Exercise
Where the string "Calle" shows up in a line of the records, copy that line.

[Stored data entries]
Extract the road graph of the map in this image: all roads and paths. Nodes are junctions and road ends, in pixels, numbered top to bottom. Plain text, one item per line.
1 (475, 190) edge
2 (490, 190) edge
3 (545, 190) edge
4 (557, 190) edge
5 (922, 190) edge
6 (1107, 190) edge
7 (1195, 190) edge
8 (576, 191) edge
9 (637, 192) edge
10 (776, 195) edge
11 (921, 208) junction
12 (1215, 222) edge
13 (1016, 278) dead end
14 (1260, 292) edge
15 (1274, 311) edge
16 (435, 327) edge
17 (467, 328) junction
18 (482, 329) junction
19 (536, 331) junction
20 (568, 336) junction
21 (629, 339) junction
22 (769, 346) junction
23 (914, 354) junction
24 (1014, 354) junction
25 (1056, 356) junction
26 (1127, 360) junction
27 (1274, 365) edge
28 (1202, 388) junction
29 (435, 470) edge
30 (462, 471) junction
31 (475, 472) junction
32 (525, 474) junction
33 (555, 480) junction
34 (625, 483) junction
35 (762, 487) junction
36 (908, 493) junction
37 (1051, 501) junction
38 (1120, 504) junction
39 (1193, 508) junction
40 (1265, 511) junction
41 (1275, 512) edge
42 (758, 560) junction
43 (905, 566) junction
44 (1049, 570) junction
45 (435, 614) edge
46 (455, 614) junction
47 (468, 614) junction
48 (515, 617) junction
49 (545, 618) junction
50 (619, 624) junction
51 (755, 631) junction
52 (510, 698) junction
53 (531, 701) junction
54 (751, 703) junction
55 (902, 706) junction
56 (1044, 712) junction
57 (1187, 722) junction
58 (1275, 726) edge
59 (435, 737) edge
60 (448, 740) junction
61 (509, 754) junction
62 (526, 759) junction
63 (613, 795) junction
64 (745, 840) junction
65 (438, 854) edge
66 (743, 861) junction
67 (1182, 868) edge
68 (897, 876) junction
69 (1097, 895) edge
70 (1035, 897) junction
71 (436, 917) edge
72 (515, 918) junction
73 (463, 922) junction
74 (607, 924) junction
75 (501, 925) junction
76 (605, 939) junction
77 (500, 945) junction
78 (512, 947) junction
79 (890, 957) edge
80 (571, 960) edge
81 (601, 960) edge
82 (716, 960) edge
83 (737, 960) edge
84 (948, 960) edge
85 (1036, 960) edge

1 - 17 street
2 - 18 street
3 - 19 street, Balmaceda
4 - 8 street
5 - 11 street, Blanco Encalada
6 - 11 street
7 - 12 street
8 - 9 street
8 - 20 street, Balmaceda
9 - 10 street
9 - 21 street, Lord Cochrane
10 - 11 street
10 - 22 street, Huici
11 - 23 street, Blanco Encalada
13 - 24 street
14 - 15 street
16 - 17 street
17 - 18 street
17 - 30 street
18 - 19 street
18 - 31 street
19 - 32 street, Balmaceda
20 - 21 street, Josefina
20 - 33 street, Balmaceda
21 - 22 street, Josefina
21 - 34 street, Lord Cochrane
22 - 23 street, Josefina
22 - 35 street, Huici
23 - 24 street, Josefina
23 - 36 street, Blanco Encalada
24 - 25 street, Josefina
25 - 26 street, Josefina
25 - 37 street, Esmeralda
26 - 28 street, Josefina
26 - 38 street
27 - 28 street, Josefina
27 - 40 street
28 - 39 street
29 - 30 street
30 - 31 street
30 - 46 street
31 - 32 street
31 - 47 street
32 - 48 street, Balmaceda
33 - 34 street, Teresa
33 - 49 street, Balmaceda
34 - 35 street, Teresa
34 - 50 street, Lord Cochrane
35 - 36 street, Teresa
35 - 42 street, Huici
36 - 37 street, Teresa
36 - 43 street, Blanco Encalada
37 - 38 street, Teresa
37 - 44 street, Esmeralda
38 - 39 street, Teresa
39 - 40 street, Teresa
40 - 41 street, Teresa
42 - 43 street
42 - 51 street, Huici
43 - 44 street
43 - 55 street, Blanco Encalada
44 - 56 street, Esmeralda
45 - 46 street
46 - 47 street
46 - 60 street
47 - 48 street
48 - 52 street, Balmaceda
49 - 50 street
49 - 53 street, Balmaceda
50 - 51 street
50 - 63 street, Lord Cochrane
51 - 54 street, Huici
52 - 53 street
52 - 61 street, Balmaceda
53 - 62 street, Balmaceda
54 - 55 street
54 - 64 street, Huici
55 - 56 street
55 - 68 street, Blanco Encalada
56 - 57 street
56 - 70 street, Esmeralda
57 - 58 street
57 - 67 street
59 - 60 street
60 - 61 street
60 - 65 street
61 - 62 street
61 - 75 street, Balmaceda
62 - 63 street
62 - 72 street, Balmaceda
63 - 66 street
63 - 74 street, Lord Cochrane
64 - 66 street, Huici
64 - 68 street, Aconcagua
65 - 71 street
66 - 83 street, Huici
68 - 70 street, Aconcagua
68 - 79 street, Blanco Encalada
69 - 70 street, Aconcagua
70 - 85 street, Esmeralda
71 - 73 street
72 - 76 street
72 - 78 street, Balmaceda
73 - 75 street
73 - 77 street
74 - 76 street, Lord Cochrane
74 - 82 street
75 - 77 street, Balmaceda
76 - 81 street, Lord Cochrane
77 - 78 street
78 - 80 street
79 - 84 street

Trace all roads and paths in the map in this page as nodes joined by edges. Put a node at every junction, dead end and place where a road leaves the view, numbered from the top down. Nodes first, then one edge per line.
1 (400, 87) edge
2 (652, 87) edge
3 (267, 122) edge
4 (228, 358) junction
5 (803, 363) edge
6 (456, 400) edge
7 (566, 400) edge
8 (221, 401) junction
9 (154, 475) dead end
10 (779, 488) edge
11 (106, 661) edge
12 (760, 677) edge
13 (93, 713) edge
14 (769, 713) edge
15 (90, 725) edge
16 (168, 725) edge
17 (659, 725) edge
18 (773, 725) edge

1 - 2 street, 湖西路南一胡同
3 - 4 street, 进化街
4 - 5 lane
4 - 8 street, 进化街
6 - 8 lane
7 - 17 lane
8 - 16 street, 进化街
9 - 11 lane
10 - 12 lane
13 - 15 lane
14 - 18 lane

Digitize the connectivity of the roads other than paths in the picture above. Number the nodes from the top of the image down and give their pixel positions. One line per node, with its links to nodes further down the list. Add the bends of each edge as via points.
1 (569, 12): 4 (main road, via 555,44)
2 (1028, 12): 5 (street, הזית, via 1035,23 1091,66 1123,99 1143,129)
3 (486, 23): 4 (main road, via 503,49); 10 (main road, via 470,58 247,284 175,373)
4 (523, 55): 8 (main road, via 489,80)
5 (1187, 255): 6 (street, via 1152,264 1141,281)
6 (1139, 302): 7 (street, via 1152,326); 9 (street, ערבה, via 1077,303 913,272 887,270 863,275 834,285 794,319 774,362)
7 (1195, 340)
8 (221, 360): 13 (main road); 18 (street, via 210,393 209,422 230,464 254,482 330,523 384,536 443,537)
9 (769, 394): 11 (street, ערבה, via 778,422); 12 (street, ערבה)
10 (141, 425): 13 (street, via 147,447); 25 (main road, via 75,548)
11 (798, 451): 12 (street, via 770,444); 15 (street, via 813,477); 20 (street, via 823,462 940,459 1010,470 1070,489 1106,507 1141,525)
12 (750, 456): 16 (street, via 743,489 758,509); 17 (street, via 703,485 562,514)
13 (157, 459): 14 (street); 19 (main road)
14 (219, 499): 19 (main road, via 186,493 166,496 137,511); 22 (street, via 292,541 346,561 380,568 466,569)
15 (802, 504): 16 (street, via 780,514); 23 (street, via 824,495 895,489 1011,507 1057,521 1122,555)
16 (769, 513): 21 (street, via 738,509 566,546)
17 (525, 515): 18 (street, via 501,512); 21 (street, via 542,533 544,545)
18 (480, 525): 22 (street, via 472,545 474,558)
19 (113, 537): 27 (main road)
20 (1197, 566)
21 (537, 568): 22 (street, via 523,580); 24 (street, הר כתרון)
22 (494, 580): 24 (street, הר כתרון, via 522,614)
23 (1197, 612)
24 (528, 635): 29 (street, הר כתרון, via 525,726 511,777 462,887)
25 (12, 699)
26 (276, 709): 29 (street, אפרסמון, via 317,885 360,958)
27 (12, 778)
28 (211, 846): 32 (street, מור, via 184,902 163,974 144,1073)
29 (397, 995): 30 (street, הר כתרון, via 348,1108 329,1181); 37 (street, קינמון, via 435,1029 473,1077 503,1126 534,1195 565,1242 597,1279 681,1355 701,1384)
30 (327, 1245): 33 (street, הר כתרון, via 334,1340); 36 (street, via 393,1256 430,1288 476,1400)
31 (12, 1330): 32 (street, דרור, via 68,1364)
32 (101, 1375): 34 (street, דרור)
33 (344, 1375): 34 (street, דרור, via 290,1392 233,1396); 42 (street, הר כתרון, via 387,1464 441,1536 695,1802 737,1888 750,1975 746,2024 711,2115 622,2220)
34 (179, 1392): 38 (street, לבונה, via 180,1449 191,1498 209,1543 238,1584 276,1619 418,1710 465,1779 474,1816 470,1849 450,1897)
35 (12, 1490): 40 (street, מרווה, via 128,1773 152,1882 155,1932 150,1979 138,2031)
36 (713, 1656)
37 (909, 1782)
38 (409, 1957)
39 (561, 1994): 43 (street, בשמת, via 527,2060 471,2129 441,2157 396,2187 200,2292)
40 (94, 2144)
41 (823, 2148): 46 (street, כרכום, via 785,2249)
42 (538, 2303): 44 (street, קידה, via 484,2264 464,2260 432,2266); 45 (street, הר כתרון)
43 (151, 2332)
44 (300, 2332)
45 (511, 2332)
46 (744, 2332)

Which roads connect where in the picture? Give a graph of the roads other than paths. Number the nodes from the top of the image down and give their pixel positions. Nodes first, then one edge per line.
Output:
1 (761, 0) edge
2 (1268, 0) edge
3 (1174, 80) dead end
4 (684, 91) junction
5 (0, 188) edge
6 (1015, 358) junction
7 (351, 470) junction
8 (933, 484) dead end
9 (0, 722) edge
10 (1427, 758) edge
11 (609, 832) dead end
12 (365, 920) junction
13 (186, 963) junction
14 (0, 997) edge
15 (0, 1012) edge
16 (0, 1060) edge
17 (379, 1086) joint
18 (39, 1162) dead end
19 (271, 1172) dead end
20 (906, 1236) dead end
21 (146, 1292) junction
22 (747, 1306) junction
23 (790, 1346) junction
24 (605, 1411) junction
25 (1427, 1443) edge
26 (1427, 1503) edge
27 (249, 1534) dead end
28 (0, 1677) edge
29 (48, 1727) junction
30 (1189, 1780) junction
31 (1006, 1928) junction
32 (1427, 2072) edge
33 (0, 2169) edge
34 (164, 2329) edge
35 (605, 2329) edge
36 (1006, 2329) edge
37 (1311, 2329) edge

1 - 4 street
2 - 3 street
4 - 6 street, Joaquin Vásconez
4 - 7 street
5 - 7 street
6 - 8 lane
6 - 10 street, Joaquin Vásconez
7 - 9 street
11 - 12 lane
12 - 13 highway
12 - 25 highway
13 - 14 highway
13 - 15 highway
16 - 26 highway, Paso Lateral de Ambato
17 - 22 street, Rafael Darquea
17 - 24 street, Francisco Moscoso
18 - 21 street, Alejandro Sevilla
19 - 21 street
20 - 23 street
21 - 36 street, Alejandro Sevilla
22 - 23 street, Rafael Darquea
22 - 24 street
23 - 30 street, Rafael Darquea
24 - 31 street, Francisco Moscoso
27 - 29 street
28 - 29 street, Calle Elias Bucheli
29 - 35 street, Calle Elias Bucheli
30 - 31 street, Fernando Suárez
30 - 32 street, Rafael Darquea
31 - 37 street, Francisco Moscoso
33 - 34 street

Your response
28 - 29 street, Calle Elias Bucheli
29 - 35 street, Calle Elias Bucheli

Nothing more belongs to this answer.